For all practical purposes, Santorum, on a January night in Des Moines, was introducing himself to the nation as the proud product of a blue-collar family born, unlike the favored Republican front-runner, to neither privilege nor power.

Here in New Hampshire, post-Iowa, Santorum has been warmly received, especially by the less upscale Republicans he has met. While he concedes the loss of social mobility in the United States when compared to “socialist” Western Europe and promises to confront the historic decline of manufacturing in the American heartland, Santorum is leading no pitchfork brigades in 2012. You will hear from him no mocking of “the boys down at the yacht basin.”
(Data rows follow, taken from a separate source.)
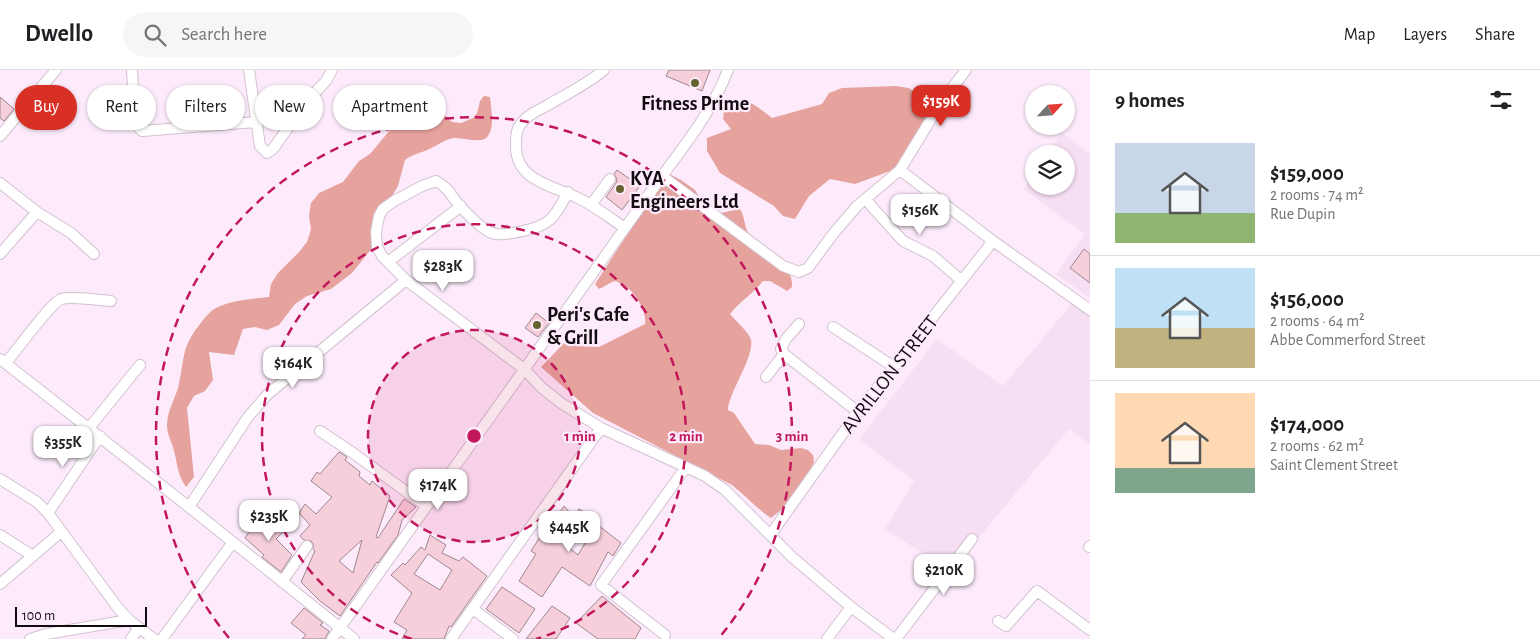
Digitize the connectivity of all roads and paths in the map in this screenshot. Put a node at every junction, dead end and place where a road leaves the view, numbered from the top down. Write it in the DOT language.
graph roads {
  1 [pos="56,70"];
  2 [pos="132,70"];
  3 [pos="249,70"];
  4 [pos="332,70"];
  5 [pos="604,70"];
  6 [pos="728,70"];
  7 [pos="966,70"];
  8 [pos="322,85"];
  9 [pos="255,115"];
  10 [pos="255,122"];
  11 [pos="257,130"];
  12 [pos="286,130"];
  13 [pos="0,136"];
  14 [pos="900,170"];
  15 [pos="662,176"];
  16 [pos="610,179"];
  17 [pos="0,183"];
  18 [pos="568,192"];
  19 [pos="866,199"];
  20 [pos="591,205"];
  21 [pos="461,206"];
  22 [pos="37,212"];
  23 [pos="625,228"];
  24 [pos="993,241"];
  25 [pos="0,254"];
  26 [pos="94,254"];
  27 [pos="388,262"];
  28 [pos="406,280"];
  29 [pos="962,281"];
  30 [pos="111,301"];
  31 [pos="1090,310"];
  32 [pos="798,324"];
  33 [pos="833,327"];
  34 [pos="784,354"];
  35 [pos="3,361"];
  36 [pos="140,365"];
  37 [pos="894,367"];
  38 [pos="524,369"];
  39 [pos="766,376"];
  40 [pos="858,412"];
  41 [pos="89,428"];
  42 [pos="601,428"];
  43 [pos="320,431"];
  44 [pos="100,436"];
  45 [pos="686,467"];
  46 [pos="0,479"];
  47 [pos="426,506"];
  48 [pos="190,507"];
  49 [pos="48,513"];
  50 [pos="61,532"];
  51 [pos="771,534"];
  52 [pos="0,535"];
  53 [pos="972,539"];
  54 [pos="233,542"];
  55 [pos="307,546"];
  56 [pos="33,556"];
  57 [pos="282,582"];
  58 [pos="0,584"];
  59 [pos="851,607"];
  60 [pos="473,609"];
  61 [pos="129,620"];
  62 [pos="998,621"];
  63 [pos="139,628"];
  64 [pos="340,628"];
  65 [pos="1090,630"];
  66 [pos="665,635"];
  67 [pos="30,639"];
  68 [pos="130,639"];
  69 [pos="154,639"];
  70 [pos="162,639"];
  71 [pos="332,639"];
  72 [pos="354,639"];
  73 [pos="451,639"];
  74 [pos="513,639"];
  75 [pos="827,639"];
  76 [pos="895,639"];
  1 -- 13 [label="street"];
  2 -- 10 [label="street"];
  3 -- 9 [label="street"];
  4 -- 8 [label="street"];
  5 -- 18 [label="street"];
  6 -- 15 [label="street"];
  7 -- 14 [label="street"];
  11 -- 12 [label="street"];
  14 -- 19 [label="street"];
  14 -- 24 [label="street"];
  15 -- 19 [label="street"];
  15 -- 23 [label="street"];
  16 -- 20 [label="street"];
  17 -- 22 [label="street"];
  18 -- 20 [label="street"];
  18 -- 21 [label="street"];
  19 -- 29 [label="street"];
  20 -- 23 [label="street"];
  21 -- 27 [label="street"];
  21 -- 27 [label="street"];
  22 -- 25 [label="street"];
  22 -- 26 [label="street"];
  23 -- 38 [label="street"];
  24 -- 29 [label="street, AVRILLON STREET"];
  24 -- 31 [label="street"];
  27 -- 28 [label="street"];
  28 -- 38 [label="street"];
  28 -- 48 [label="street"];
  29 -- 37 [label="street, AVRILLON STREET"];
  30 -- 35 [label="street"];
  32 -- 34 [label="street"];
  33 -- 37 [label="street"];
  34 -- 39 [label="street"];
  34 -- 40 [label="street"];
  35 -- 41 [label="street"];
  36 -- 41 [label="street"];
  37 -- 40 [label="street, AVRILLON STREET"];
  38 -- 42 [label="street"];
  38 -- 47 [label="street"];
  40 -- 51 [label="street, AVRILLON STREET"];
  41 -- 44 [label="street"];
  42 -- 45 [label="street"];
  42 -- 60 [label="street"];
  43 -- 47 [label="street"];
  44 -- 48 [label="street"];
  44 -- 49 [label="street"];
  45 -- 51 [label="street"];
  45 -- 66 [label="street"];
  46 -- 49 [label="street"];
  47 -- 64 [label="street"];
  48 -- 54 [label="street"];
  49 -- 50 [label="street"];
  50 -- 56 [label="street"];
  50 -- 61 [label="street"];
  51 -- 59 [label="street"];
  52 -- 56 [label="street"];
  53 -- 76 [label="street"];
  54 -- 57 [label="street"];
  54 -- 70 [label="street"];
  55 -- 57 [label="street"];
  56 -- 58 [label="street"];
  57 -- 64 [label="street"];
  59 -- 75 [label="street"];
  59 -- 76 [label="street"];
  60 -- 73 [label="street"];
  60 -- 74 [label="street"];
  61 -- 63 [label="street"];
  61 -- 67 [label="street"];
  62 -- 65 [label="street"];
  63 -- 68 [label="street"];
  63 -- 69 [label="street"];
  64 -- 71 [label="street"];
  64 -- 72 [label="street"];
}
But on the Thursday before this state’s first-in-the-nation primary, Santorum — the favorite of religious and social conservative Republican voters — found himself on the defensive before a Concord audience that included many students. The Pennsylvania Republican, an uncompromising opponent of same-sex marriage, was asked by a high-school senior, after he had spoken about the value and dignity of the individual person as uniquely defining the United States: “How do you justify your beliefs based on those high morals you have about ‘all men being created equal’ when two men want to marry?” Santorum interrupted, “What about three men?” Suddenly, the Iowa long-shot “winner” was very much on the defensive.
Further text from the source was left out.